Stored data entries
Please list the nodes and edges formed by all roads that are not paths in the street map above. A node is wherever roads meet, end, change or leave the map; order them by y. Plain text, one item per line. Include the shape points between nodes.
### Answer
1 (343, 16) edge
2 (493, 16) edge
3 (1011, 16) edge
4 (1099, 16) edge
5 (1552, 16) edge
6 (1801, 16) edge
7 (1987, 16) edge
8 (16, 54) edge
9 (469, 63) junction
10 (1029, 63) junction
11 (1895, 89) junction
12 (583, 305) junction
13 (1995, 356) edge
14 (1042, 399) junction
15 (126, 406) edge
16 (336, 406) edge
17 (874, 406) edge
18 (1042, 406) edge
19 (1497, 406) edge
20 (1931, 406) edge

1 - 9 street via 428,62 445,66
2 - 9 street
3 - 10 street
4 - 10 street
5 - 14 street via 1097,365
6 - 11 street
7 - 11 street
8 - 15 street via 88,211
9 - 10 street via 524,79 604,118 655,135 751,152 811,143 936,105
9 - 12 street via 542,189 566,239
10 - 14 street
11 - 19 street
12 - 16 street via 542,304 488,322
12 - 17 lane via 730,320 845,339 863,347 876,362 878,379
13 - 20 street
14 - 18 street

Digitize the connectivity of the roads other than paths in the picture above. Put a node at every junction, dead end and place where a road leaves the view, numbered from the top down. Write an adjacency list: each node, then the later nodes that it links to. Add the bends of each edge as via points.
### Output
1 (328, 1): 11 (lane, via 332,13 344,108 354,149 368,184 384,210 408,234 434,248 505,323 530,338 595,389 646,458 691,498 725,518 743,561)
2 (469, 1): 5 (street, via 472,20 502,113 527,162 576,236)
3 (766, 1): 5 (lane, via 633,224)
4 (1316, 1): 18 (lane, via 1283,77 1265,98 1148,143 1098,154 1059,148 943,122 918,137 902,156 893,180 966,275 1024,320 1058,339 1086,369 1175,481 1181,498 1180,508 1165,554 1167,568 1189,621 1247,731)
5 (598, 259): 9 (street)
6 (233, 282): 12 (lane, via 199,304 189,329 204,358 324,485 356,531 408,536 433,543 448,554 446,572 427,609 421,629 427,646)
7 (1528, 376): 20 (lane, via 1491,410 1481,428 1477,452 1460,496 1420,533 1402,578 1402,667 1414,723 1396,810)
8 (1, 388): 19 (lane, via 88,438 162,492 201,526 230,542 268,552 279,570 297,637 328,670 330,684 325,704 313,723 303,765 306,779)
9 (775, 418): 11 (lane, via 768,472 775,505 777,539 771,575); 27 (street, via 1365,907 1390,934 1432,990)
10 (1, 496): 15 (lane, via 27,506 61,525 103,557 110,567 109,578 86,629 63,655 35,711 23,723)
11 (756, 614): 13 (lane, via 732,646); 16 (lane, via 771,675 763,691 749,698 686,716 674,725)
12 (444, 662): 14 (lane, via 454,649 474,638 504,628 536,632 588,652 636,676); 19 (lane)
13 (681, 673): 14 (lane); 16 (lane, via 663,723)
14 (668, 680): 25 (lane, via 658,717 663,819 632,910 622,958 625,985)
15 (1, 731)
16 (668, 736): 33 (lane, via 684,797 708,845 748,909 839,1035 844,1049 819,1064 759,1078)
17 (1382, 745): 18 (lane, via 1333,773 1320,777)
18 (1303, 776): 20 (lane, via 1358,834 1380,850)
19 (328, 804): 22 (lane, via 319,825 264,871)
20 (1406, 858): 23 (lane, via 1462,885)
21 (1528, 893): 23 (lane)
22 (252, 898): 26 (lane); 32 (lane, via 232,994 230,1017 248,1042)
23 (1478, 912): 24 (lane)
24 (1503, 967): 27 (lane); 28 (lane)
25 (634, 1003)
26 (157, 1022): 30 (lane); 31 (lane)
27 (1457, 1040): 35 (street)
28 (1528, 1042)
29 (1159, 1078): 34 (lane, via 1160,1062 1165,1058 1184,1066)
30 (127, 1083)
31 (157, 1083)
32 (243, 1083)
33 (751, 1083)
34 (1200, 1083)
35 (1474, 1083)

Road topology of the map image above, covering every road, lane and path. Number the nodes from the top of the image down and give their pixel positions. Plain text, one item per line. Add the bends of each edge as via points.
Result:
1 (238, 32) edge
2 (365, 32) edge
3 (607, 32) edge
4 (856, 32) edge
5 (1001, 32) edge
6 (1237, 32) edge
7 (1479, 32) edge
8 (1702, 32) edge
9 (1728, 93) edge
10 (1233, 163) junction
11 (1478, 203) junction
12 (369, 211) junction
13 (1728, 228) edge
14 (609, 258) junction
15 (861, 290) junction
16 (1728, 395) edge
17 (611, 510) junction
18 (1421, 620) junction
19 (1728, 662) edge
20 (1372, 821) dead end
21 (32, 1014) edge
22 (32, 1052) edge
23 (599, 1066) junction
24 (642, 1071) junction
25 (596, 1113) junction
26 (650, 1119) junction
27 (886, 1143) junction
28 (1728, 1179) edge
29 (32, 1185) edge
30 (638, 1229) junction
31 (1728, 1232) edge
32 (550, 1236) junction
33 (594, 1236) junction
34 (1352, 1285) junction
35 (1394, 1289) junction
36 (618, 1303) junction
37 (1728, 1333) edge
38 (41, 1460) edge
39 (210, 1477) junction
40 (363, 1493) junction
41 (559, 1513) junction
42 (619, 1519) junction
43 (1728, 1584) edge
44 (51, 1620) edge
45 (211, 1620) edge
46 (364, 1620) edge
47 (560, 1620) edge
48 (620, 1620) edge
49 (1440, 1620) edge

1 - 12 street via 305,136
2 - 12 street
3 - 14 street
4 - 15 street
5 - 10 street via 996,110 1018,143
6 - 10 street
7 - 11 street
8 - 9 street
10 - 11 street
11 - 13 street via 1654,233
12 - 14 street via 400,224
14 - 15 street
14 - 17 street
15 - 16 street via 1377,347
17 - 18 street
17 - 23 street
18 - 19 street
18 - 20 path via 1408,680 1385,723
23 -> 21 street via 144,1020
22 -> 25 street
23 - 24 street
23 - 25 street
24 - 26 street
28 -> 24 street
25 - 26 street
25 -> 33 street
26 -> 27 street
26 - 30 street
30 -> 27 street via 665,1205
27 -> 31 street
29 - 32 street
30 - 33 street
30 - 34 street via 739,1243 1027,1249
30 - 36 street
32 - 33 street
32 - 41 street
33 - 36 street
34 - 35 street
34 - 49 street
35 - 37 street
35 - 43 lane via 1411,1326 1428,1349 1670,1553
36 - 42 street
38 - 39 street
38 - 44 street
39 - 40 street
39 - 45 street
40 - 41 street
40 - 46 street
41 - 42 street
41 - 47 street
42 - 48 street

» **Problem statement**
Extract every line above that contains the word "bends".

» **Task answer**
Digitize the connectivity of the roads other than paths in the picture above. Put a node at every junction, dead end and place where a road leaves the view, numbered from the top down. Write an adjacency list: each node, then the later nodes that it links to. Add the bends of each edge as via points.
Road topology of the map image above, covering every road, lane and path. Number the nodes from the top of the image down and give their pixel positions. Plain text, one item per line. Add the bends of each edge as via points.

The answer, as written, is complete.